Despite growing industry discussion around AI-native environments, conversational interfaces and generative discovery tools, advertising investments continue to be concentrated within established, scalable ecosystems.
The absence of generative AI as a standalone advertising platform in the media share framework suggests that, at present, advertisers view AI primarily as an enabler of planning, targeting and optimisation, rather than as a destination for media spends.
This is reflected in the report’s emphasis on AI-led media optimisation and automation, rather than on AI surfaces as inventory.
This gap highlights that while AI is rapidly influencing how advertising is bought and optimised, its role as a direct advertising channel remains nascent, pending greater transparency, clearer metrics and stronger proof of effectiveness.
Commenting on the special edition, Harsha Razdan, CEO, South Asia, dentsu said, “Reaching ten editions of this report gives you perspective. You realise how much has changed, and how much hasn’t. Tools have evolved, the pace has accelerated, and expectations are higher. But the most meaningful shift has been human. People are far more deliberate about what they give their attention to. Innovating to Impact grew out of that learning. It is about doing work that earns its place, respects people’s time, and delivers outcomes that last.”

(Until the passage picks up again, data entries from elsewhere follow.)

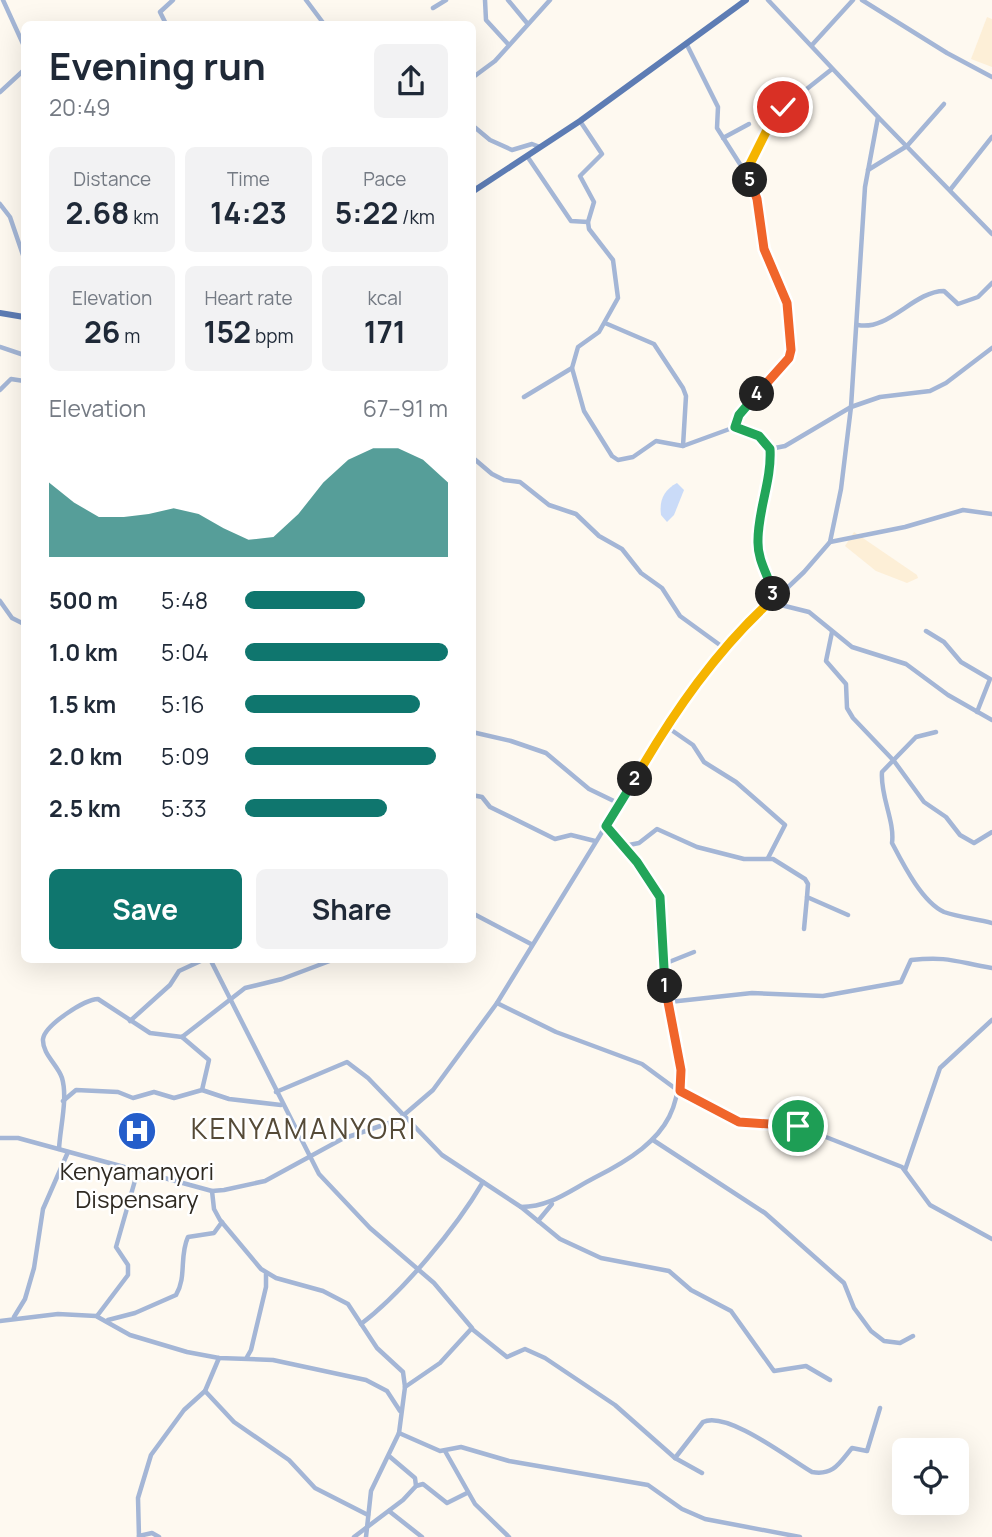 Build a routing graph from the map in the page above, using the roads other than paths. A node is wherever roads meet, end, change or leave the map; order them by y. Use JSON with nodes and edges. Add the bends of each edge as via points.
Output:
{"nodes":[{"id":1,"x":3,"y":0,"type":"edge"},
{"id":2,"x":173,"y":0,"type":"edge"},
{"id":3,"x":306,"y":0,"type":"edge"},
{"id":4,"x":446,"y":0,"type":"edge"},
{"id":5,"x":485,"y":0,"type":"edge"},
{"id":6,"x":508,"y":0,"type":"edge"},
{"id":7,"x":550,"y":0,"type":"edge"},
{"id":8,"x":747,"y":0,"type":"edge"},
{"id":9,"x":768,"y":0,"type":"edge"},
{"id":10,"x":853,"y":0,"type":"edge"},
{"id":11,"x":862,"y":0,"type":"edge"},
{"id":12,"x":433,"y":8,"type":"dead end"},
{"id":13,"x":164,"y":21,"type":"edge"},
{"id":14,"x":322,"y":21,"type":"edge"},
{"id":15,"x":527,"y":23,"type":"junction"},
{"id":16,"x":21,"y":39,"type":"edge"},
{"id":17,"x":508,"y":44,"type":"junction"},
{"id":18,"x":687,"y":45,"type":"junction"},
{"id":19,"x":811,"y":46,"type":"junction"},
{"id":20,"x":832,"y":69,"type":"junction"},
{"id":21,"x":21,"y":73,"type":"edge"},
{"id":22,"x":476,"y":75,"type":"edge"},
{"id":23,"x":992,"y":77,"type":"edge"},
{"id":24,"x":0,"y":92,"type":"edge"},
{"id":25,"x":944,"y":104,"type":"dead end"},
{"id":26,"x":878,"y":117,"type":"junction"},
{"id":27,"x":580,"y":121,"type":"junction"},
{"id":28,"x":749,"y":124,"type":"dead end"},
{"id":29,"x":476,"y":128,"type":"edge"},
{"id":30,"x":992,"y":137,"type":"edge"},
{"id":31,"x":723,"y":138,"type":"junction"},
{"id":32,"x":907,"y":146,"type":"junction"},
{"id":33,"x":541,"y":147,"type":"junction"},
{"id":34,"x":527,"y":156,"type":"junction"},
{"id":35,"x":868,"y":170,"type":"junction"},
{"id":36,"x":746,"y":172,"type":"junction"},
{"id":37,"x":476,"y":189,"type":"edge"},
{"id":38,"x":950,"y":190,"type":"junction"},
{"id":39,"x":0,"y":204,"type":"edge"},
{"id":40,"x":588,"y":222,"type":"junction"},
{"id":41,"x":992,"y":234,"type":"edge"},
{"id":42,"x":21,"y":249,"type":"edge"},
{"id":43,"x":992,"y":283,"type":"edge"},
{"id":44,"x":0,"y":313,"type":"edge"},
{"id":45,"x":21,"y":316,"type":"edge"},
{"id":46,"x":605,"y":323,"type":"junction"},
{"id":47,"x":858,"y":325,"type":"junction"},
{"id":48,"x":0,"y":346,"type":"edge"},
{"id":49,"x":992,"y":348,"type":"edge"},
{"id":50,"x":21,"y":354,"type":"edge"},
{"id":51,"x":572,"y":368,"type":"junction"},
{"id":52,"x":21,"y":381,"type":"edge"},
{"id":53,"x":0,"y":390,"type":"edge"},
{"id":54,"x":524,"y":397,"type":"dead end"},
{"id":55,"x":851,"y":407,"type":"junction"},
{"id":56,"x":735,"y":427,"type":"junction"},
{"id":57,"x":683,"y":446,"type":"junction"},
{"id":58,"x":770,"y":449,"type":"junction"},
{"id":59,"x":476,"y":460,"type":"edge"},
{"id":60,"x":992,"y":514,"type":"edge"},
{"id":61,"x":830,"y":542,"type":"junction"},
{"id":62,"x":774,"y":598,"type":"junction"},
{"id":63,"x":0,"y":601,"type":"edge"},
{"id":64,"x":769,"y":602,"type":"junction"},
{"id":65,"x":21,"y":622,"type":"edge"},
{"id":66,"x":926,"y":631,"type":"dead end"},
{"id":67,"x":832,"y":632,"type":"junction"},
{"id":68,"x":724,"y":648,"type":"junction"},
{"id":69,"x":977,"y":712,"type":"junction"},
{"id":70,"x":992,"y":720,"type":"edge"},
{"id":71,"x":667,"y":727,"type":"junction"},
{"id":72,"x":936,"y":732,"type":"dead end"},
{"id":73,"x":476,"y":733,"type":"edge"},
{"id":74,"x":894,"y":761,"type":"junction"},
{"id":75,"x":476,"y":796,"type":"edge"},
{"id":76,"x":620,"y":804,"type":"junction"},
{"id":77,"x":606,"y":826,"type":"junction"},
{"id":78,"x":992,"y":831,"type":"edge"},
{"id":79,"x":595,"y":841,"type":"junction"},
{"id":80,"x":623,"y":846,"type":"junction"},
{"id":81,"x":768,"y":858,"type":"junction"},
{"id":82,"x":807,"y":897,"type":"junction"},
{"id":83,"x":476,"y":914,"type":"edge"},
{"id":84,"x":848,"y":915,"type":"dead end"},
{"id":85,"x":992,"y":923,"type":"edge"},
{"id":86,"x":804,"y":929,"type":"dead end"},
{"id":87,"x":531,"y":944,"type":"junction"},
{"id":88,"x":694,"y":952,"type":"dead end"},
{"id":89,"x":196,"y":963,"type":"edge"},
{"id":90,"x":213,"y":963,"type":"edge"},
{"id":91,"x":324,"y":963,"type":"edge"},
{"id":92,"x":664,"y":964,"type":"junction"},
{"id":93,"x":992,"y":968,"type":"edge"},
{"id":94,"x":230,"y":1002,"type":"junction"},
{"id":95,"x":669,"y":1002,"type":"junction"},
{"id":96,"x":497,"y":1003,"type":"junction"},
{"id":97,"x":992,"y":1020,"type":"edge"},
{"id":98,"x":130,"y":1021,"type":"junction"},
{"id":99,"x":182,"y":1037,"type":"junction"},
{"id":100,"x":202,"y":1090,"type":"junction"},
{"id":101,"x":680,"y":1091,"type":"junction"},
{"id":102,"x":276,"y":1092,"type":"junction"},
{"id":103,"x":62,"y":1101,"type":"junction"},
{"id":104,"x":282,"y":1105,"type":"junction"},
{"id":105,"x":403,"y":1116,"type":"junction"},
{"id":106,"x":0,"y":1138,"type":"edge"},
{"id":107,"x":653,"y":1140,"type":"junction"},
{"id":108,"x":59,"y":1149,"type":"junction"},
{"id":109,"x":68,"y":1152,"type":"junction"},
{"id":110,"x":309,"y":1158,"type":"junction"},
{"id":111,"x":138,"y":1170,"type":"junction"},
{"id":112,"x":905,"y":1170,"type":"junction"},
{"id":113,"x":483,"y":1182,"type":"junction"},
{"id":114,"x":212,"y":1191,"type":"junction"},
{"id":115,"x":558,"y":1199,"type":"junction"},
{"id":116,"x":521,"y":1207,"type":"junction"},
{"id":117,"x":538,"y":1220,"type":"junction"},
{"id":118,"x":222,"y":1222,"type":"junction"},
{"id":119,"x":992,"y":1240,"type":"edge"},
{"id":120,"x":416,"y":1268,"type":"junction"},
{"id":121,"x":266,"y":1273,"type":"junction"},
{"id":122,"x":96,"y":1316,"type":"junction"},
{"id":123,"x":13,"y":1318,"type":"junction"},
{"id":124,"x":1,"y":1320,"type":"edge"},
{"id":125,"x":107,"y":1321,"type":"junction"},
{"id":126,"x":361,"y":1324,"type":"junction"},
{"id":127,"x":472,"y":1329,"type":"junction"},
{"id":128,"x":912,"y":1336,"type":"dead end"},
{"id":129,"x":247,"y":1357,"type":"junction"},
{"id":130,"x":219,"y":1358,"type":"junction"},
{"id":131,"x":830,"y":1380,"type":"dead end"},
{"id":132,"x":405,"y":1387,"type":"junction"},
{"id":133,"x":205,"y":1391,"type":"junction"},
{"id":134,"x":880,"y":1408,"type":"dead end"},
{"id":135,"x":401,"y":1412,"type":"junction"},
{"id":136,"x":399,"y":1433,"type":"junction"},
{"id":137,"x":445,"y":1451,"type":"junction"},
{"id":138,"x":389,"y":1456,"type":"junction"},
{"id":139,"x":675,"y":1458,"type":"junction"},
{"id":140,"x":702,"y":1473,"type":"dead end"},
{"id":141,"x":416,"y":1486,"type":"junction"},
{"id":142,"x":467,"y":1493,"type":"junction"},
{"id":143,"x":389,"y":1511,"type":"junction"},
{"id":144,"x":368,"y":1515,"type":"junction"},
{"id":145,"x":368,"y":1526,"type":"junction"},
{"id":146,"x":139,"y":1536,"type":"edge"},
{"id":147,"x":159,"y":1537,"type":"edge"},
{"id":148,"x":354,"y":1537,"type":"edge"},
{"id":149,"x":366,"y":1537,"type":"edge"},
{"id":150,"x":422,"y":1537,"type":"edge"},
{"id":151,"x":509,"y":1537,"type":"edge"},
{"id":152,"x":800,"y":1537,"type":"edge"}],
"edges":[{"from":1,"to":16,"type":"street"},
{"from":2,"to":13,"type":"street","via":[[160,12]]},
{"from":3,"to":14,"type":"street"},
{"from":4,"to":12,"type":"street"},
{"from":5,"to":17,"type":"street","via":[[486,20]]},
{"from":6,"to":15,"type":"street"},
{"from":7,"to":15,"type":"street"},
{"from":8,"to":18,"type":"main road"},
{"from":9,"to":19,"type":"street"},
{"from":10,"to":19,"type":"street"},
{"from":11,"to":23,"type":"street"},
{"from":15,"to":17,"type":"street"},
{"from":17,"to":22,"type":"street"},
{"from":18,"to":27,"type":"main road"},
{"from":18,"to":31,"type":"street","via":[[718,107],[716,123]]},
{"from":19,"to":20,"type":"street"},
{"from":20,"to":26,"type":"street"},
{"from":20,"to":36,"type":"street","via":[[783,107]]},
{"from":21,"to":24,"type":"street"},
{"from":25,"to":32,"type":"street"},
{"from":26,"to":32,"type":"street"},
{"from":26,"to":35,"type":"street"},
{"from":27,"to":33,"type":"main road"},
{"from":27,"to":40,"type":"street","via":[[602,154],[580,174],[594,202]]},
{"from":28,"to":31,"type":"street"},
{"from":29,"to":33,"type":"street","via":[[512,150],[532,144]]},
{"from":30,"to":38,"type":"street"},
{"from":31,"to":36,"type":"street"},
{"from":32,"to":35,"type":"street"},
{"from":32,"to":38,"type":"street"},
{"from":33,"to":34,"type":"main road"},
{"from":34,"to":37,"type":"main road"},
{"from":34,"to":40,"type":"street","via":[[571,221]]},
{"from":35,"to":47,"type":"street"},
{"from":36,"to":56,"type":"street","via":[[757,199],[764,249],[787,303],[791,350],[739,415]]},
{"from":38,"to":41,"type":"street"},
{"from":39,"to":42,"type":"street","via":[[10,217]]},
{"from":40,"to":46,"type":"street","via":[[616,272],[618,298]]},
{"from":43,"to":47,"type":"street","via":[[972,300],[958,304],[944,292],[933,292],[876,323]]},
{"from":44,"to":45,"type":"main road"},
{"from":46,"to":51,"type":"street","via":[[578,347]]},
{"from":46,"to":57,"type":"street","via":[[654,344],[682,388],[686,396]]},
{"from":47,"to":55,"type":"street"},
{"from":48,"to":50,"type":"street"},
{"from":49,"to":55,"type":"street","via":[[930,391],[880,397]]},
{"from":51,"to":54,"type":"street"},
{"from":51,"to":57,"type":"street","via":[[584,411],[615,459],[633,457],[656,441]]},
{"from":52,"to":53,"type":"street","via":[[11,379]]},
{"from":55,"to":58,"type":"street","via":[[797,440]]},
{"from":55,"to":61,"type":"street"},
{"from":56,"to":57,"type":"street"},
{"from":56,"to":58,"type":"street","via":[[759,436]]},
{"from":58,"to":62,"type":"street","via":[[757,539]]},
{"from":59,"to":68,"type":"street","via":[[504,480],[520,482],[549,505],[576,514],[662,588],[680,616]]},
{"from":60,"to":61,"type":"street","via":[[963,510]]},
{"from":61,"to":62,"type":"street"},
{"from":62,"to":64,"type":"street"},
{"from":63,"to":65,"type":"street"},
{"from":64,"to":67,"type":"street","via":[[809,612]]},
{"from":64,"to":68,"type":"street"},
{"from":66,"to":69,"type":"street","via":[[944,642],[961,662],[990,679]]},
{"from":67,"to":69,"type":"street","via":[[852,647],[905,664]]},
{"from":67,"to":74,"type":"street","via":[[826,661],[846,684],[847,708]]},
{"from":68,"to":71,"type":"street"},
{"from":69,"to":70,"type":"street"},
{"from":71,"to":76,"type":"street"},
{"from":71,"to":81,"type":"street","via":[[785,825]]},
{"from":72,"to":74,"type":"street","via":[[919,735]]},
{"from":73,"to":76,"type":"street","via":[[546,753],[589,789]]},
{"from":74,"to":78,"type":"street","via":[[924,802],[946,817],[960,835],[974,843]]},
{"from":74,"to":85,"type":"street","via":[[881,776],[894,833],[892,843],[921,892],[943,911]]},
{"from":75,"to":79,"type":"street","via":[[508,818],[555,839],[571,835]]},
{"from":76,"to":77,"type":"street"},
{"from":77,"to":79,"type":"street"},
{"from":77,"to":80,"type":"street"},
{"from":79,"to":87,"type":"street"},
{"from":80,"to":81,"type":"street","via":[[639,843],[657,828],[697,847],[744,859]]},
{"from":80,"to":92,"type":"street","via":[[660,897]]},
{"from":81,"to":82,"type":"street","via":[[805,879]]},
{"from":82,"to":84,"type":"street"},
{"from":82,"to":86,"type":"street"},
{"from":83,"to":87,"type":"street"},
{"from":87,"to":96,"type":"street"},
{"from":88,"to":92,"type":"street"},
{"from":89,"to":98,"type":"street","via":[[179,971]]},
{"from":90,"to":94,"type":"street"},
{"from":91,"to":94,"type":"street","via":[[251,985]]},
{"from":92,"to":95,"type":"street"},
{"from":93,"to":95,"type":"street","via":[[932,957],[909,961],[901,982],[872,989],[823,996],[752,993]]},
{"from":94,"to":99,"type":"street"},
{"from":94,"to":102,"type":"street"},
{"from":95,"to":101,"type":"street","via":[[681,1070]]},
{"from":96,"to":101,"type":"street","via":[[556,1032],[627,1057]]},
{"from":96,"to":105,"type":"street","via":[[433,1090]]},
{"from":97,"to":112,"type":"street","via":[[942,1065]]},
{"from":98,"to":99,"type":"street","via":[[150,1033]]},
{"from":98,"to":103,"type":"street","via":[[103,1000],[90,999],[47,1031],[44,1046],[61,1075]]},
{"from":99,"to":100,"type":"street","via":[[209,1060]]},
{"from":100,"to":103,"type":"street","via":[[174,1098],[155,1092],[133,1098],[118,1092],[76,1090]]},
{"from":100,"to":104,"type":"street","via":[[229,1099]]},
{"from":101,"to":107,"type":"street"},
{"from":101,"to":112,"type":"street","via":[[739,1122],[798,1126]]},
{"from":102,"to":104,"type":"street"},
{"from":102,"to":105,"type":"street","via":[[348,1062]]},
{"from":103,"to":108,"type":"street"},
{"from":104,"to":110,"type":"street"},
{"from":105,"to":110,"type":"street","via":[[342,1139]]},
{"from":105,"to":113,"type":"street","via":[[442,1156]]},
{"from":106,"to":108,"type":"street"},
{"from":107,"to":115,"type":"street","via":[[623,1163]]},
{"from":107,"to":128,"type":"street","via":[[794,1237],[844,1283],[859,1315],[877,1337],[900,1343]]},
{"from":108,"to":109,"type":"street"},
{"from":109,"to":111,"type":"street"},
{"from":109,"to":123,"type":"street","via":[[43,1209],[34,1268],[25,1299]]},
{"from":110,"to":114,"type":"street","via":[[265,1181]]},
{"from":110,"to":120,"type":"street","via":[[328,1185]]},
{"from":111,"to":114,"type":"street"},
{"from":111,"to":122,"type":"street","via":[[116,1247],[128,1265],[128,1275]]},
{"from":112,"to":119,"type":"street","via":[[928,1203]]},
{"from":113,"to":116,"type":"street"},
{"from":113,"to":120,"type":"street","via":[[462,1216]]},
{"from":114,"to":118,"type":"street","via":[[214,1209]]},
{"from":115,"to":116,"type":"street","via":[[541,1207]]},
{"from":115,"to":117,"type":"street"},
{"from":116,"to":117,"type":"street"},
{"from":117,"to":131,"type":"street","via":[[564,1242],[596,1257],[676,1275],[691,1290],[731,1311],[776,1373],[806,1366]]},
{"from":118,"to":121,"type":"street"},
{"from":118,"to":125,"type":"street","via":[[214,1233],[191,1234],[186,1240],[182,1283],[176,1295]]},
{"from":120,"to":126,"type":"street","via":[[389,1301]]},
{"from":120,"to":127,"type":"street"},
{"from":121,"to":126,"type":"street","via":[[340,1298]]},
{"from":121,"to":129,"type":"street"},
{"from":122,"to":123,"type":"street"},
{"from":122,"to":125,"type":"street"},
{"from":123,"to":124,"type":"street"},
{"from":125,"to":130,"type":"street","via":[[142,1340]]},
{"from":126,"to":132,"type":"street","via":[[402,1372]]},
{"from":127,"to":132,"type":"street","via":[[440,1363]]},
{"from":127,"to":139,"type":"street","via":[[507,1357],[525,1349],[545,1358],[624,1412]]},
{"from":129,"to":130,"type":"street"},
{"from":129,"to":135,"type":"street","via":[[376,1383]]},
{"from":130,"to":133,"type":"street"},
{"from":132,"to":135,"type":"street"},
{"from":133,"to":144,"type":"street","via":[[234,1422],[289,1461],[315,1488]]},
{"from":133,"to":146,"type":"street","via":[[184,1410],[151,1455],[138,1498]]},
{"from":134,"to":139,"type":"street","via":[[867,1451],[852,1448],[831,1472],[812,1472],[739,1427],[710,1419]]},
{"from":135,"to":136,"type":"street"},
{"from":136,"to":137,"type":"street"},
{"from":136,"to":138,"type":"street"},
{"from":137,"to":142,"type":"street"},
{"from":137,"to":152,"type":"street","via":[[461,1447],[509,1461],[648,1485],[705,1519]]},
{"from":138,"to":141,"type":"street","via":[[415,1478]]},
{"from":138,"to":144,"type":"street","via":[[370,1491]]},
{"from":139,"to":140,"type":"street"},
{"from":141,"to":142,"type":"street","via":[[423,1484],[447,1503]]},
{"from":141,"to":143,"type":"street"},
{"from":142,"to":151,"type":"street"},
{"from":143,"to":145,"type":"street"},
{"from":143,"to":150,"type":"street"},
{"from":144,"to":145,"type":"street"},
{"from":145,"to":148,"type":"street"},
{"from":145,"to":149,"type":"street"},
{"from":146,"to":147,"type":"street","via":[[152,1533]]}]}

Narayan Devanathan, President and Chief Strategy Officer, South Asia, dentsu added, “A decade ago, the challenge was understanding rapid change. Today, it is navigating complexity with clarity. The next phase of growth will belong to organisations that can bring creativity, data, media and technology together in ways that work in the real world. This report is designed to help leaders move beyond channels and focus on building relevance, resilience and long-term value.”